Americans view liberty as a birthright guaranteed by a written Constitution and Bill of Rights. Feeling overly secure in their liberties, most cannot imagine any branch of the federal government abrogating constitutional rights such as the freedom of the press or of assembly. These First Amendment guarantees are enshrined in the Bill of Rights in clear, unmistakable language.
Moreover, in interpreting the Constitution, the judiciary often has a tendency to expand enumerated rights rather than to restrict them. For example, the Supreme Court has gone so far as to use the “penumbras” and “emanations” from the Third Amendment’s prohibition on quartering troops to strike state laws regulating contraceptives.
Freedom and written constitutional guarantees, however, should not be taken for granted. On June 26, the Supreme Court came within one vote of erasing the Second Amendment from the Bill of Rights. This amendment, of course, reads as follows: “A well regulated Militia, being necessary to the security of a free State, the right of the people to keep and bear Arms, shall not be infringed.”
The plain language recognizes a personal right, belonging to “the People,” to possess firearms. Through legal legerdemain, gun-control advocates and four justices sought to limit the Second Amendment to military service.
District of Columbia v. Heller was a challenge to Washington, D.C.’s total ban on possession of usable handguns in the home. Under the district’s laws, it is a crime to carry an unregistered firearm, and the registration of handguns is prohibited. Registered long guns kept in the home must be unloaded and disassembled or bound by a trigger lock. The result is that citizens have no legal means of defending themselves, should an intruder enter their residences.
In a 5-4 decision written by Justice Antonin Scalia, the Court struck down the D.C. gun laws and held that the Second Amendment is “an individual right having nothing whatever to do with service in a militia.” Justice Scalia traced the origin of the right to bear arms to Great Britain, where the eminent jurist William Blackstone in 1765 recognized that it was “the natural one of resistance and self-preservation.” In his Americanization of Blackstone’s Commentaries, St. George Tucker noted that the Second Amendment permitted a citizen to “repel force by force” when “the intervention of society in his behalf, may be too late to prevent injury.”
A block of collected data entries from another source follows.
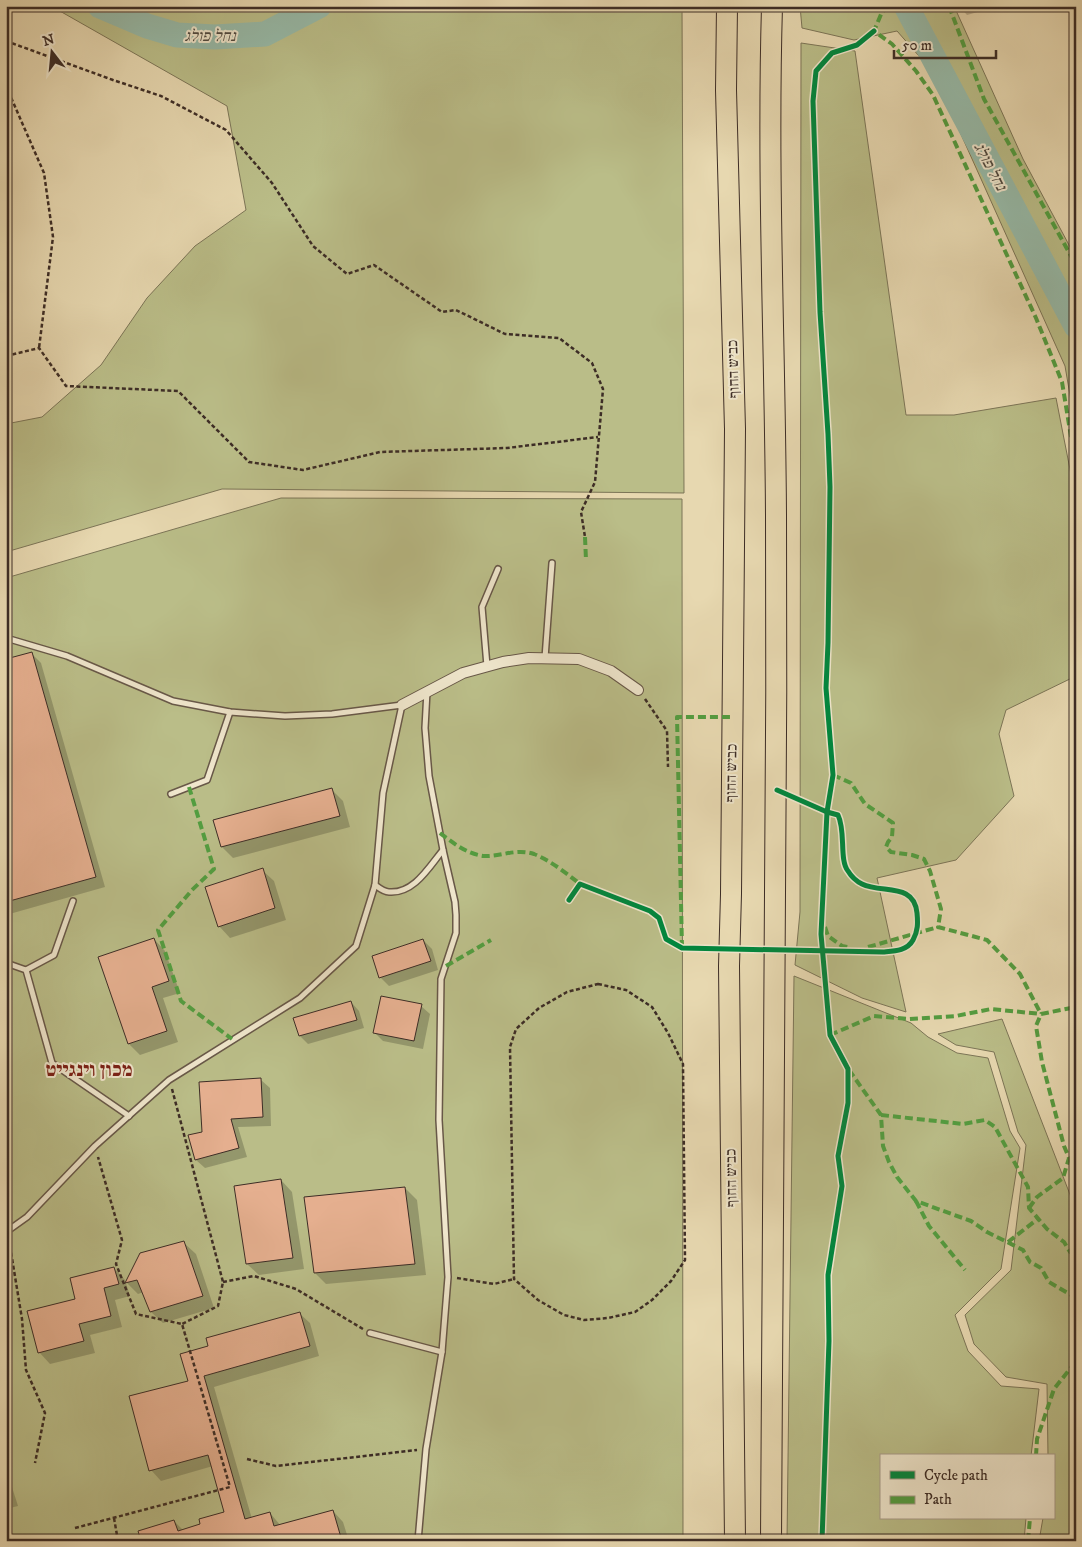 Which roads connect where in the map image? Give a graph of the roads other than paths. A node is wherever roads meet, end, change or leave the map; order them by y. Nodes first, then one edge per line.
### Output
1 (727, 6) edge
2 (772, 6) edge
3 (552, 563) dead end
4 (498, 569) dead end
5 (6, 638) edge
6 (545, 658) junction
7 (487, 666) junction
8 (638, 690) road end
9 (428, 691) junction
10 (402, 704) junction
11 (230, 712) junction
12 (171, 794) dead end
13 (443, 850) junction
14 (375, 885) junction
15 (73, 901) dead end
16 (6, 963) edge
17 (26, 970) junction
18 (129, 1116) junction
19 (7, 1231) edge
20 (370, 1334) road end
21 (442, 1352) junction
22 (418, 1541) edge
23 (735, 1541) edge
24 (771, 1541) edge

1 - 23 highway, כביש החוף
2 - 24 highway
3 - 6 lane
4 - 7 lane
5 - 11 lane
6 - 7 street
6 - 8 street
7 - 9 street
9 - 10 street
9 - 13 lane
10 - 11 lane
10 - 14 lane
11 - 12 lane
13 - 14 lane
13 - 21 lane
14 - 18 lane
15 - 17 lane
16 - 17 lane
17 - 18 lane
18 - 19 lane
20 - 21 lane
21 - 22 lane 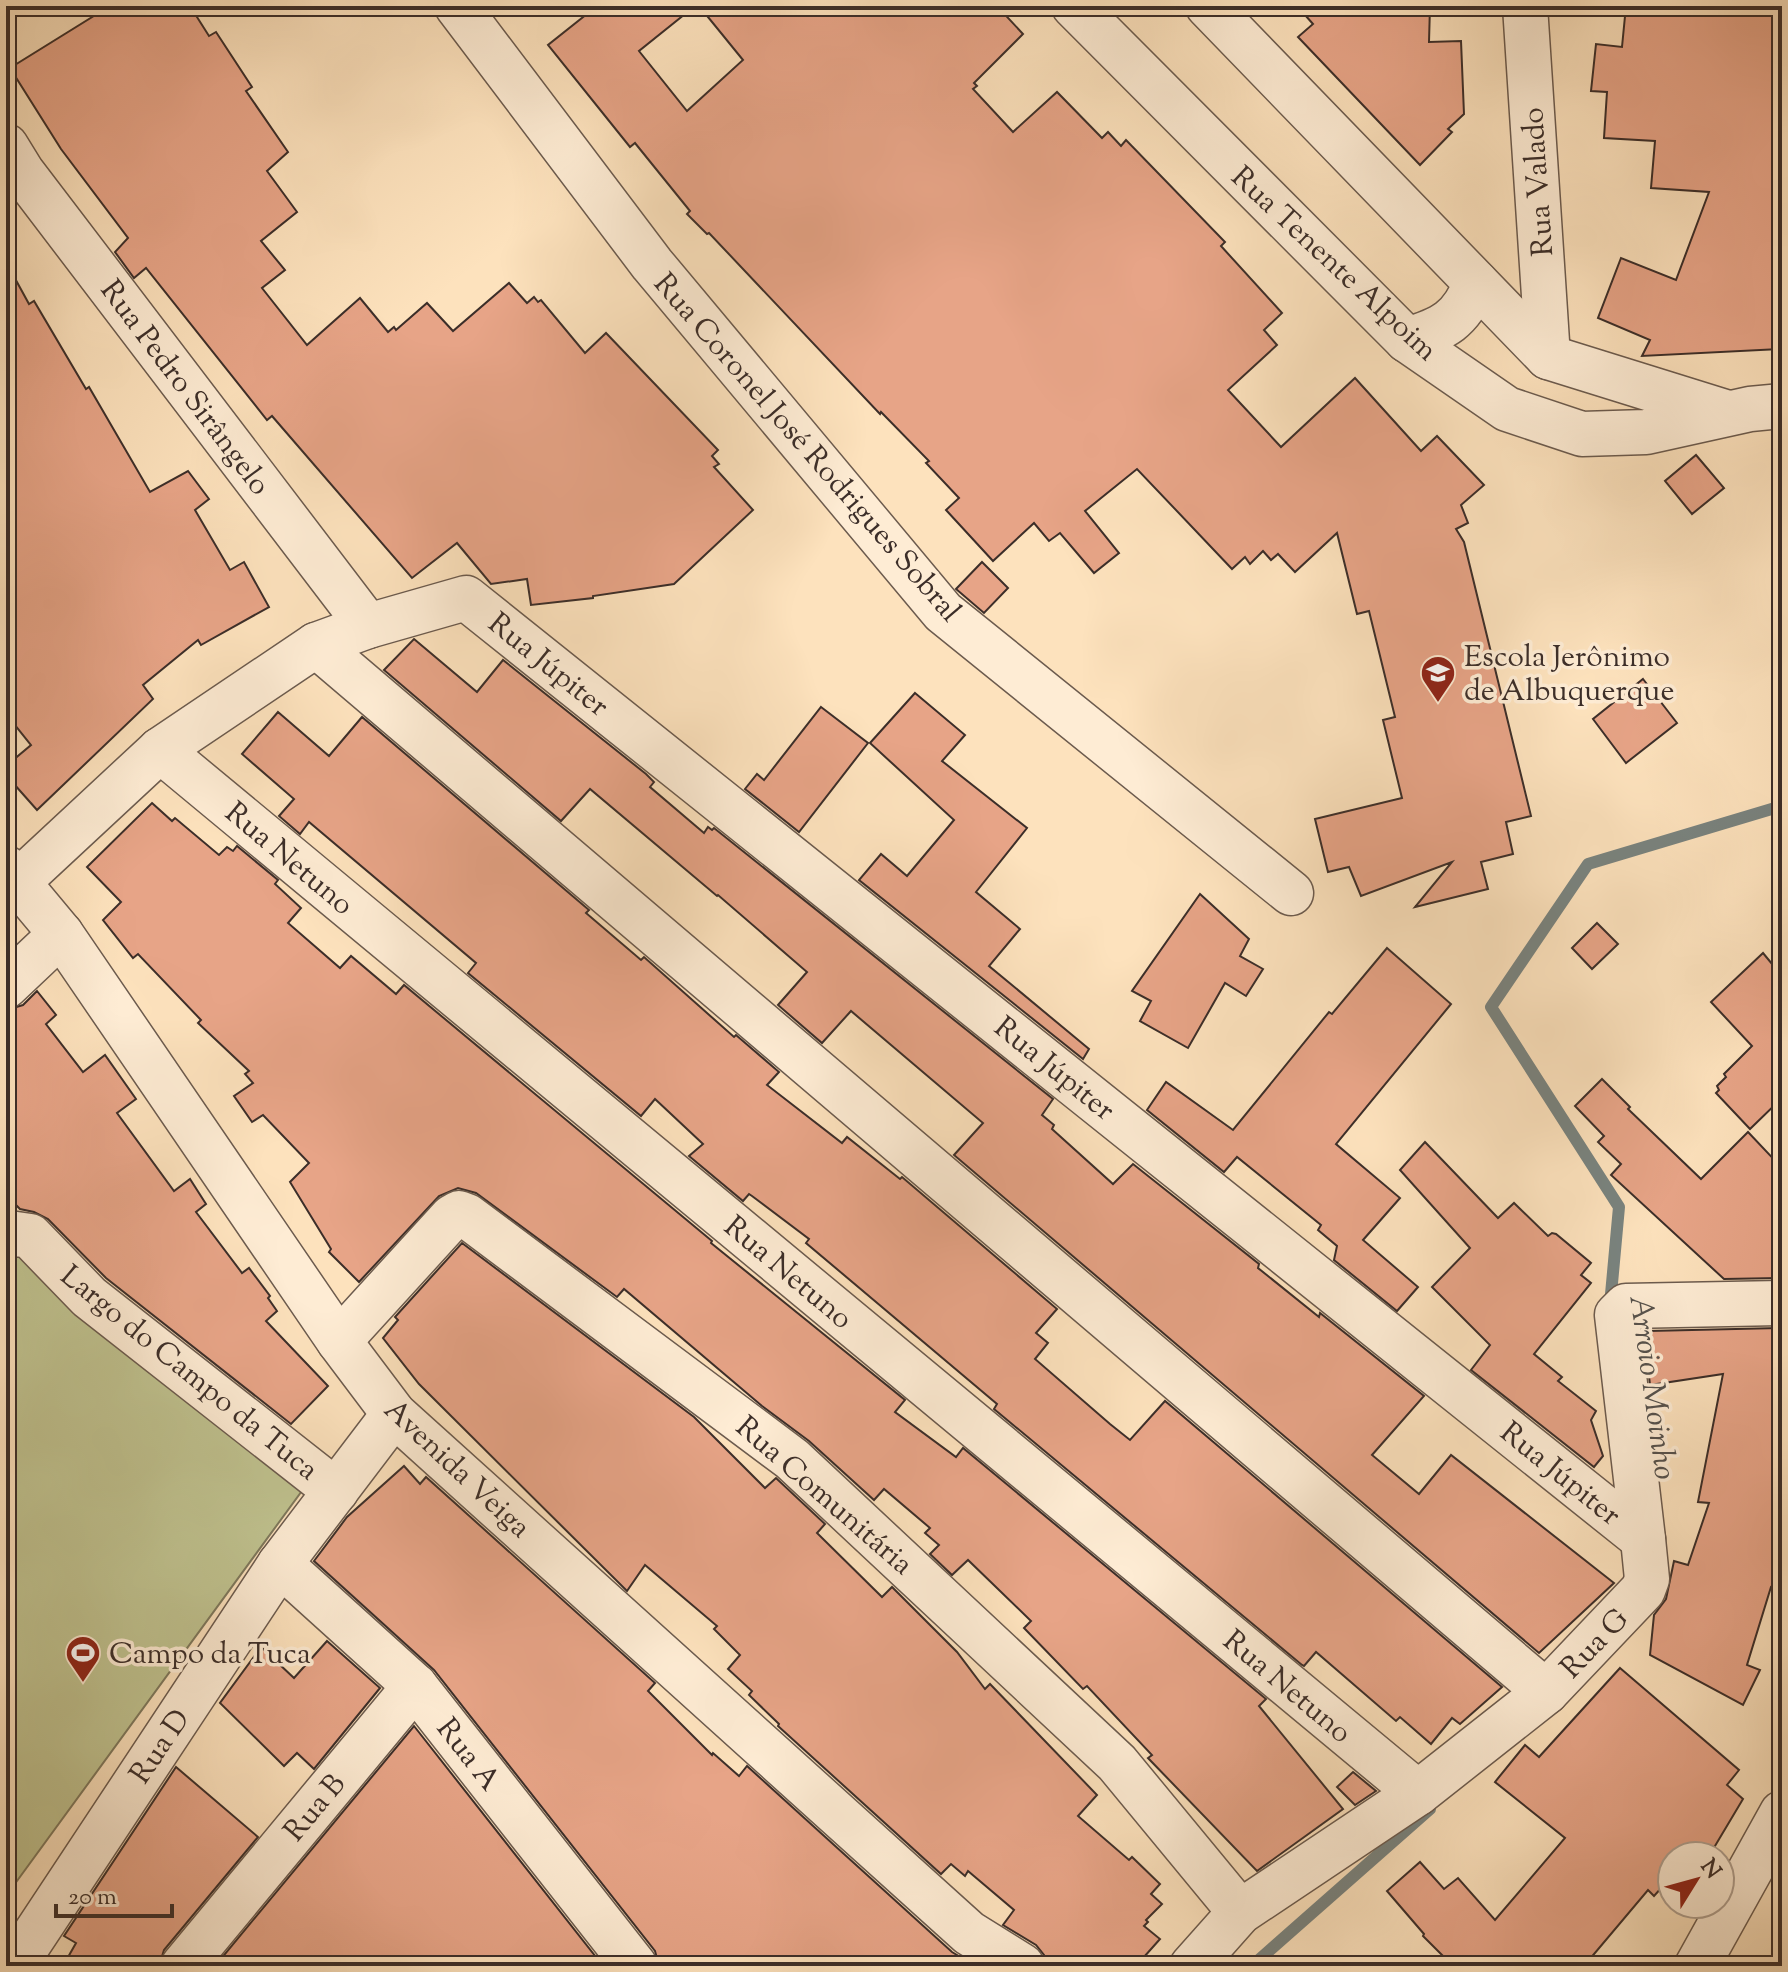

Justice Scalia further noted that history taught the founding generation that tyrants sought to oppress the people not by banning militias, but by taking away the people’s arms, enabling a select militia, or raising a standing army. Anti-Federalists feared that the new federal Congress would use its power to organize, arm, and discipline the militia to create a select militia or to ban it outright. Thus, to guard against these possibilities, the Second Amendment was added to the Constitution and cannot be viewed as a corporate right associated with military service.
Scalia opined that, “if [the district and mayor] are correct, the Second Amendment protects citizens’ right to use a gun in an organization from which Congress has plenary authority to exclude them. It guarantees a select militia of the sort the Stuart kings found useful, but not the people’s militia that was the concern of the founding generation.”
In other words, a corporate right associated with military service would not have addressed Antifederalist criticisms and would have done nothing to limit federal power. Under the district’s interpretation, the Second Amendment would have been a meaningless, cosmetic addition to the Bill of Rights.
Heller is being described as one of the most important Court decisions of the new century. While it is a landmark case and the Court reached the right result, Americans should not forget that this was a 5-4 decision. Four justices of the Supreme Court would have ignored the plain language and historical context to permit the disarming of the citizenry. Believing themselves at liberty to rewrite fundamental law, these justices would leave Americans at the mercy of street thugs and federal tyranny. The efforts of the four dissenting justices should alarm Americans and remind them that constitutional liberties are not as secure as they might think.